パンフレットを拝見すると、「はみ出しページ」と称して、サークル参加者からアンケート等で寄せられたメッセージが掲載されている。主催者自身のコメントも寄せられ、双方向的なコミュニケーションが見受けられる。この即売会の翌日に開催された某即売会のように、問い合わせの封書を送っても回答が来た試しの無い即売会とは大違いであるwww

ネットワークを自分は「諦めている」のに対し、ジャンプ大血戦には「期待する」理由。ネットワークがサークルの声に耳を傾けないのに対し、ジャンプ大血戦は耳を傾けコミュニケーションを図っている。両者に対する自分の態度の大きな違いは、ここに起因する)

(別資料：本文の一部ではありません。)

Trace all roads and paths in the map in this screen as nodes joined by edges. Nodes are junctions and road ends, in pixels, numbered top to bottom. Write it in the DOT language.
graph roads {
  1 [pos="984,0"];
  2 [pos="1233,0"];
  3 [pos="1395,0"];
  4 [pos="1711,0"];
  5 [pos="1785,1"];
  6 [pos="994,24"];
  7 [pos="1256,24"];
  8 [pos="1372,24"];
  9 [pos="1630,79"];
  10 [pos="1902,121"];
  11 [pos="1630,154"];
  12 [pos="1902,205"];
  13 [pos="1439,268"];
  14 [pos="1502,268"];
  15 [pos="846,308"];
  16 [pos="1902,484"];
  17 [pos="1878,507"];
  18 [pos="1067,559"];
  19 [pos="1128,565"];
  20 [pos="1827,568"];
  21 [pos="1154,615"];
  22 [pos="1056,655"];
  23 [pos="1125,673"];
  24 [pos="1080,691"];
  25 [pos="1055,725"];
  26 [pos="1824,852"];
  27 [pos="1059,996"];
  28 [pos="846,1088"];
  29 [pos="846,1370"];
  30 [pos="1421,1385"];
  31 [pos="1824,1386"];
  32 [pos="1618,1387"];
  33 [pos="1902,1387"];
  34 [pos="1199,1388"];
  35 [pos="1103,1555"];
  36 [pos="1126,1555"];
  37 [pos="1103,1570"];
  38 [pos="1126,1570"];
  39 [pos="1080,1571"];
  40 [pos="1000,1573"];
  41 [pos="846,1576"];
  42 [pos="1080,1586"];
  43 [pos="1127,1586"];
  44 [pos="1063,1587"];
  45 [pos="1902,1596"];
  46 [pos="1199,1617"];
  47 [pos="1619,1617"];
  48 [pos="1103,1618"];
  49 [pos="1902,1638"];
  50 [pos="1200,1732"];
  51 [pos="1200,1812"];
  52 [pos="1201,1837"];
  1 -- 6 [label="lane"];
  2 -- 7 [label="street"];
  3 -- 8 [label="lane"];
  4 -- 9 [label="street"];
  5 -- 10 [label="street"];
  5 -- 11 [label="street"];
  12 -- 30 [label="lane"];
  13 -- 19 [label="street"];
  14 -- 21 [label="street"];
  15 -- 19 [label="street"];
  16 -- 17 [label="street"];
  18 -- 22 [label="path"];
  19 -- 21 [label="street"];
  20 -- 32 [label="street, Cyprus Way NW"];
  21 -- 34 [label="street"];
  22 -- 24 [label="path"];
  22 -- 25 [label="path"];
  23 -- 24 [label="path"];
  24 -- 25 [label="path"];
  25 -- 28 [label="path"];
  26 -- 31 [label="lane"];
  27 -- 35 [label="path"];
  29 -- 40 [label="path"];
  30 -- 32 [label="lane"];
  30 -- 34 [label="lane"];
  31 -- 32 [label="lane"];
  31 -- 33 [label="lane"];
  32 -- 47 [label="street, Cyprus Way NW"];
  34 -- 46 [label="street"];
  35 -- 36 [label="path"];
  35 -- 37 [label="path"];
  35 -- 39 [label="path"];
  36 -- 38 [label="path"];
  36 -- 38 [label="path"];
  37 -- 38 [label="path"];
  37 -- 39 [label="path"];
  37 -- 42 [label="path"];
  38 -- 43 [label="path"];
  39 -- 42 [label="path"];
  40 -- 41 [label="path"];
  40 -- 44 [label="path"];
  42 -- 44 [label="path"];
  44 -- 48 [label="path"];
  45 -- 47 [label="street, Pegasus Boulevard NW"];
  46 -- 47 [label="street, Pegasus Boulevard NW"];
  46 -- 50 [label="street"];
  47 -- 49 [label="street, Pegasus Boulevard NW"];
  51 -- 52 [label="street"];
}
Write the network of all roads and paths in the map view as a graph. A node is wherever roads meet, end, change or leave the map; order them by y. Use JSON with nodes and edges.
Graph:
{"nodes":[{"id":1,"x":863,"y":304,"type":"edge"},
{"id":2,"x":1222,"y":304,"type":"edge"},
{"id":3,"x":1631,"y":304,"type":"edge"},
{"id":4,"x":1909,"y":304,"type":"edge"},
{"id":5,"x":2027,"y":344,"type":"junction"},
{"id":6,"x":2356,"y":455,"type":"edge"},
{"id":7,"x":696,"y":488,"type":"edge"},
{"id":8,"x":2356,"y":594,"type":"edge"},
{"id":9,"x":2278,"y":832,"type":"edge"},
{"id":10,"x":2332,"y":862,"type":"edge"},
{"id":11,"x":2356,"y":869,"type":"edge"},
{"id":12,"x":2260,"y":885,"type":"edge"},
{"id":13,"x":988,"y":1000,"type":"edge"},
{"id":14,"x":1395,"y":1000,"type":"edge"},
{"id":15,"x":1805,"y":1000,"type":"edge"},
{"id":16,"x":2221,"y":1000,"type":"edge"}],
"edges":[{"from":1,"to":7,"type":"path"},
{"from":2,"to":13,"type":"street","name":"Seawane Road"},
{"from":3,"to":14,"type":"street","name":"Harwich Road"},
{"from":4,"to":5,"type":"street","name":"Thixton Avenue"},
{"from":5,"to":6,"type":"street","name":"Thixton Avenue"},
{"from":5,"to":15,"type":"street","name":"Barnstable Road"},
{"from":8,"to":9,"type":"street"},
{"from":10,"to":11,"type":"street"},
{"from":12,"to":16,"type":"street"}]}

その中にあったメッセージの一つに、(冗談交じりに)「主催さんと携帯が同機種なので待受画面も揃えたいんですけど」みたいなメッセージがあった。こんなメッセージ、主催が親しまれていなければサークルも寄せないだろう。これこそ、主催氏がサークルに愛されている事の象徴と言えよう。

(カップリング欄を申込書に書いていない=カップリングに配慮しての配置を行わないのは、正直どうかとも思うが、これだけ双方向のコミュニケーションが出来ているのであれば、要望が増えれば主催氏も配慮するんじゃないかと思う。逆に、今そうしていない、という事はサークルからそこまでの要望が上がっていないのだろう、と解釈する。カップリング配慮を求めるほどのニーズが確認されない、という事か。)

もう一つの理由は、九州において女性向けジャンルのサークルがが参加できる即売会が限られている、という部分。
シティは今年2回開催するものの、昨年秋ドームの日程に空きが無く借りれなかった例を見れば分かるように、その開催は少々不安定なものになってきている。ネットワークも国際センターでサークル数を急激に落とし、サークル的に参加モチベーションは微妙な所。tenjin.beも女性向けに対応できるよう努力を図っているのだろうが、成果が上がるのはこれからだろう。
この即売会は、「オンリーイベント」ではあるものの、「ジャンプ系」として間口が広がっており、事実上の「半オールジャンル即売会」とも言える。
そして、ジャンプ系は、女性陣が飛びつき易いジャンルである。ひと昔前ならテニプリ、今ならリボーン。今も昔も、ジャンプ系は、女性陣にとっての流行のジャンルを多く含んでいる。
女性陣にとって参加し易い即売会の一つであり、即売会の少ない九州在住のサークルにとっては、貴重な作品発表の場である。

この貴重な場が、今後も維持し続けられることを、心より願いたい。